◆ **HOW TO COMPLETE THIS TASK**
Pictures aside, restate the records below exactly as written.

#####

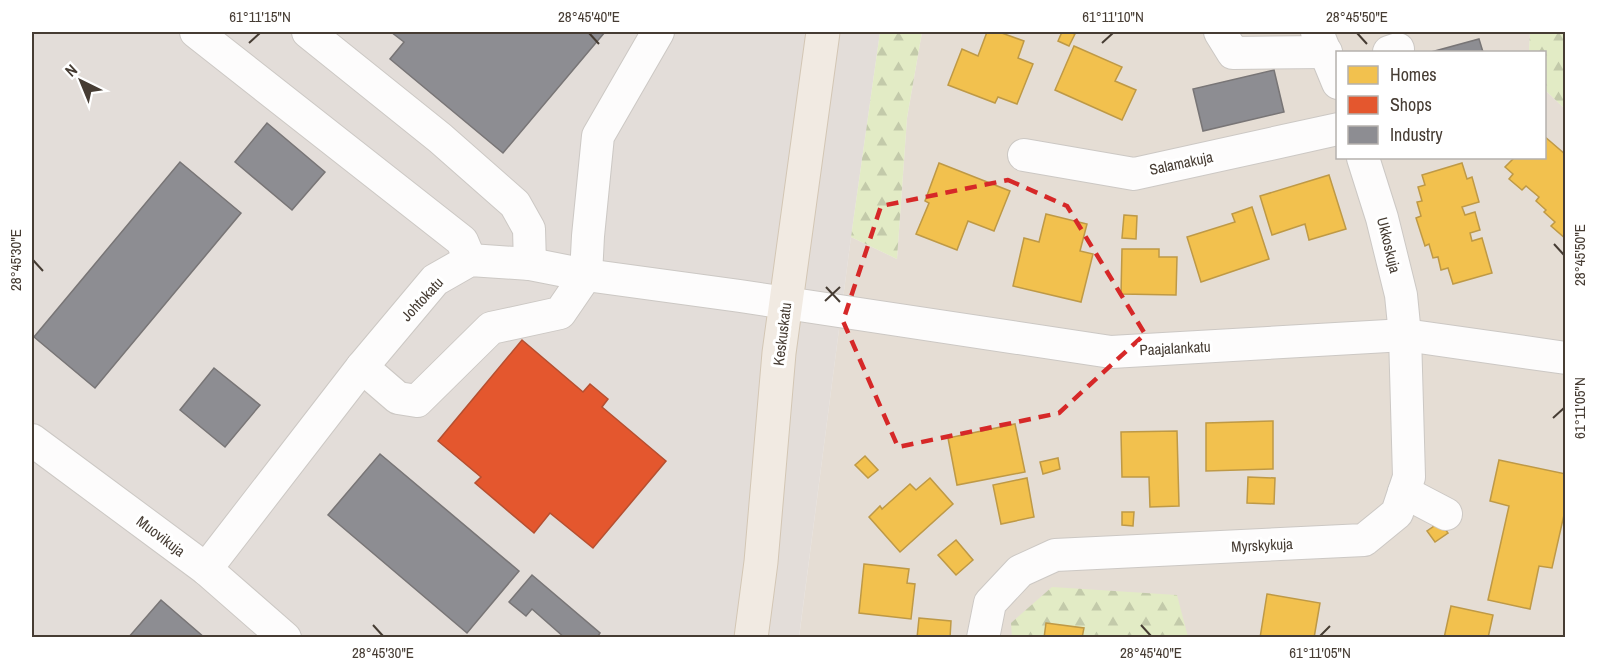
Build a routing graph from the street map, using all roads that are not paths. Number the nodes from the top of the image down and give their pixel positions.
1 (196, 32) edge
2 (308, 32) edge
3 (658, 32) edge
4 (823, 32) edge
5 (1220, 32) edge
6 (1331, 63) edge
7 (1336, 129) edge
8 (1024, 155) dead end
9 (1363, 159) edge
10 (470, 260) junction
11 (530, 264) junction
12 (586, 275) junction
13 (786, 304) junction
14 (1405, 335) junction
15 (1566, 358) edge
16 (362, 367) junction
17 (32, 440) edge
18 (1404, 492) junction
19 (1446, 514) dead end
20 (206, 569) junction
21 (285, 638) edge
22 (752, 638) edge
23 (983, 638) edge

1 - 10 street
2 - 11 street
3 - 12 street
4 - 13 main road, Keskuskatu
5 - 6 street
7 - 8 street, Salamakuja
9 - 14 street, Ukkoskuja
10 - 11 street
10 - 16 street, Johtokatu
11 - 12 street
12 - 13 street
12 - 16 street
13 - 14 street, Paajalankatu
13 - 22 main road, Keskuskatu
14 - 15 street, Paajalankatu
14 - 18 street, Myrskykuja
16 - 20 street, Johtokatu
17 - 20 street, Muovikuja
18 - 19 street
18 - 23 street, Myrskykuja
20 - 21 street, Muovikuja

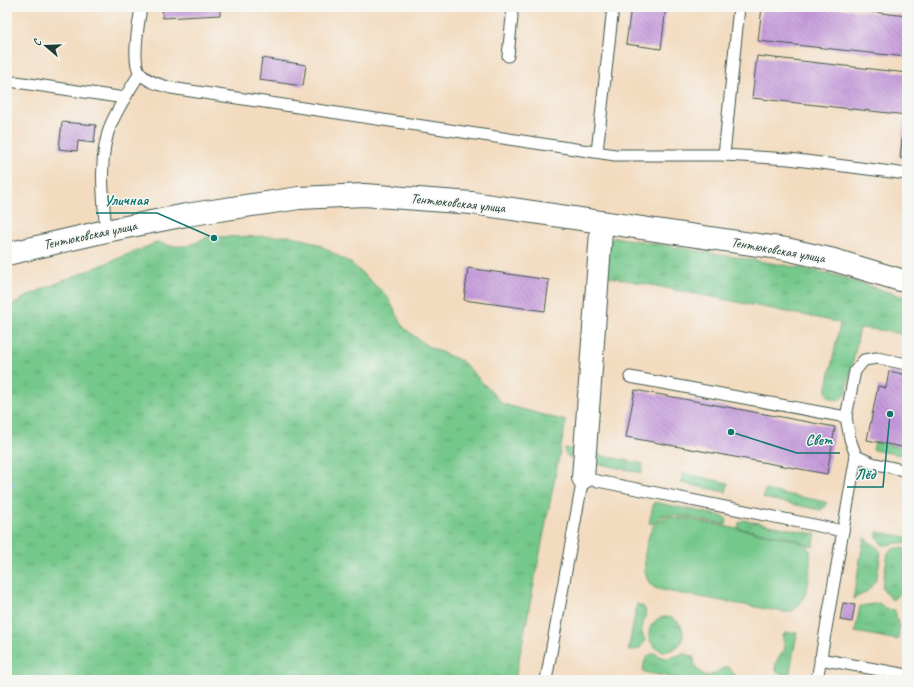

#####

◆ **OUTPUT**
Build a routing graph from the street map, using all roads that are not paths. Number the nodes from the top of the image down and give their pixel positions.
1 (196, 32) edge
2 (308, 32) edge
3 (658, 32) edge
4 (823, 32) edge
5 (1220, 32) edge
6 (1331, 63) edge
7 (1336, 129) edge
8 (1024, 155) dead end
9 (1363, 159) edge
10 (470, 260) junction
11 (530, 264) junction
12 (586, 275) junction
13 (786, 304) junction
14 (1405, 335) junction
15 (1566, 358) edge
16 (362, 367) junction
17 (32, 440) edge
18 (1404, 492) junction
19 (1446, 514) dead end
20 (206, 569) junction
21 (285, 638) edge
22 (752, 638) edge
23 (983, 638) edge

1 - 10 street
2 - 11 street
3 - 12 street
4 - 13 main road, Keskuskatu
5 - 6 street
7 - 8 street, Salamakuja
9 - 14 street, Ukkoskuja
10 - 11 street
10 - 16 street, Johtokatu
11 - 12 street
12 - 13 street
12 - 16 street
13 - 14 street, Paajalankatu
13 - 22 main road, Keskuskatu
14 - 15 street, Paajalankatu
14 - 18 street, Myrskykuja
16 - 20 street, Johtokatu
17 - 20 street, Muovikuja
18 - 19 street
18 - 23 street, Myrskykuja
20 - 21 street, Muovikuja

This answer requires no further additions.